Alphabet Inc. reported stronger-than-expected third quarter results, driven by robust demand for artificial intelligence (AI) services across its advertising and cloud businesses.
The Google parent company posted total revenue of $102.35 billion, surpassing analysts’ estimates of $99.89 billion, according to LSEG data.
Revenue climbed 16% year-on-year to $102.3 billion.

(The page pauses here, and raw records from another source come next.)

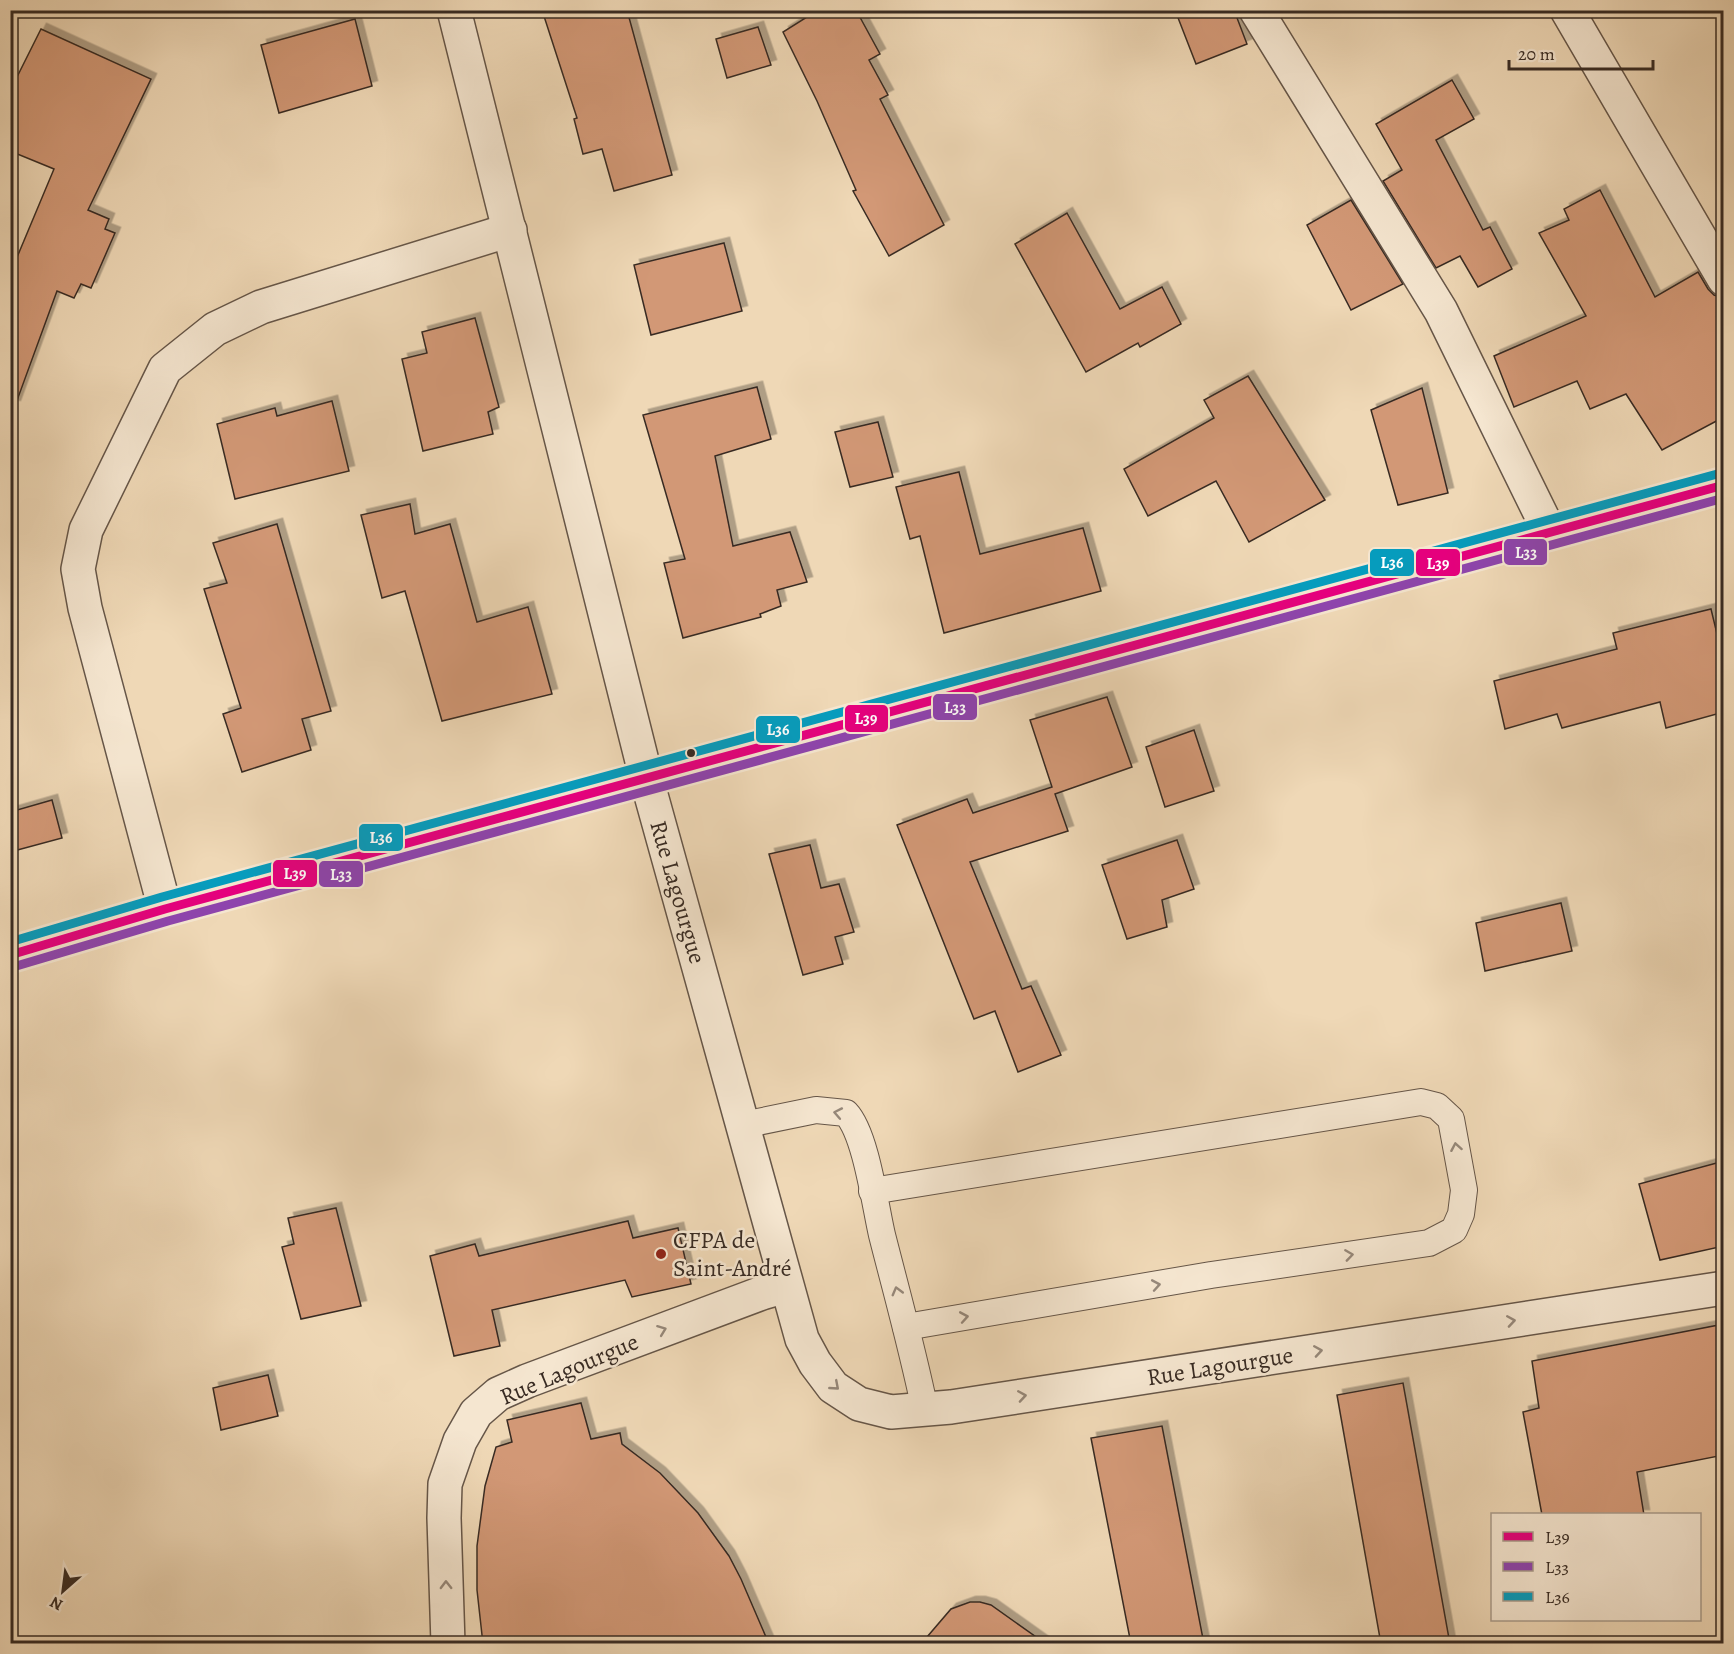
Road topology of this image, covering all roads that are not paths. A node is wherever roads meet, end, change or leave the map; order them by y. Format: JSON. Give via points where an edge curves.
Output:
{"nodes":[{"id":1,"x":454,"y":10,"type":"edge"},
{"id":2,"x":1256,"y":10,"type":"edge"},
{"id":3,"x":1567,"y":10,"type":"edge"},
{"id":4,"x":510,"y":230,"type":"junction"},
{"id":5,"x":1724,"y":279,"type":"edge"},
{"id":6,"x":1724,"y":485,"type":"edge"},
{"id":7,"x":1549,"y":531,"type":"junction"},
{"id":8,"x":646,"y":777,"type":"junction"},
{"id":9,"x":165,"y":909,"type":"junction"},
{"id":10,"x":10,"y":955,"type":"edge"},
{"id":11,"x":743,"y":1125,"type":"junction"},
{"id":12,"x":872,"y":1191,"type":"junction"},
{"id":13,"x":786,"y":1286,"type":"junction"},
{"id":14,"x":1724,"y":1288,"type":"edge"},
{"id":15,"x":906,"y":1327,"type":"junction"},
{"id":16,"x":925,"y":1410,"type":"junction"},
{"id":17,"x":448,"y":1644,"type":"edge"}],
"edges":[{"from":1,"to":4,"type":"street","name":"Rue Lagourgue"},
{"from":2,"to":7,"type":"street","via":[[1441,311]]},
{"from":3,"to":5,"type":"street"},
{"from":4,"to":8,"type":"street","name":"Rue Lagourgue"},
{"from":4,"to":9,"type":"street","via":[[261,307],[215,329],[165,369],[86,530],[78,569]]},
{"from":6,"to":7,"type":"street"},
{"from":7,"to":8,"type":"street"},
{"from":8,"to":9,"type":"street"},
{"from":8,"to":11,"type":"street","name":"Rue Lagourgue"},
{"from":9,"to":10,"type":"street"},
{"from":12,"to":11,"type":"lane","one_way":true,"via":[[853,1120],[846,1113],[816,1110]]},
{"from":11,"to":13,"type":"street","name":"Rue Lagourgue"},
{"from":15,"to":12,"type":"lane","one_way":true},
{"from":15,"to":12,"type":"lane","one_way":true,"via":[[1429,1243],[1454,1230],[1461,1214],[1464,1190],[1451,1119],[1437,1106],[1421,1102]]},
{"from":13,"to":16,"type":"street","name":"Rue Lagourgue","one_way":true,"via":[[802,1339],[832,1387],[859,1404],[891,1412]]},
{"from":17,"to":13,"type":"street","name":"Rue Lagourgue","one_way":true,"via":[[445,1484],[460,1441],[476,1413],[498,1394],[527,1381]]},
{"from":16,"to":14,"type":"street","name":"Rue Lagourgue","one_way":true},
{"from":15,"to":16,"type":"lane"}]}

Alphabet reported a strong July–September quarter, posting a profit of nearly $35 billion, or $2.87 per share, marking a 33% increase from the same period last year.
Alphabet raises capital expenditure forecast again
The Alphabet raised its capital expenditure forecast for 2025 to $91–93 billion, up from $85 billion in July, with the bulk of the spending directed toward expanding data centers that support its growing AI operations.
The company has now raised its spending outlook three times in 2025, after reporting $52.5 billion in 2024. The investment underscores Alphabet’s ambition to maintain a lead in AI infrastructure and data centers.
Google Cloud maintains momentum with 34% revenue growth
Google Cloud continued to be one of Alphabet’s fastest-growing segments, with revenue climbing 34% to $15.16 billion, beating estimates of $14.72 billion.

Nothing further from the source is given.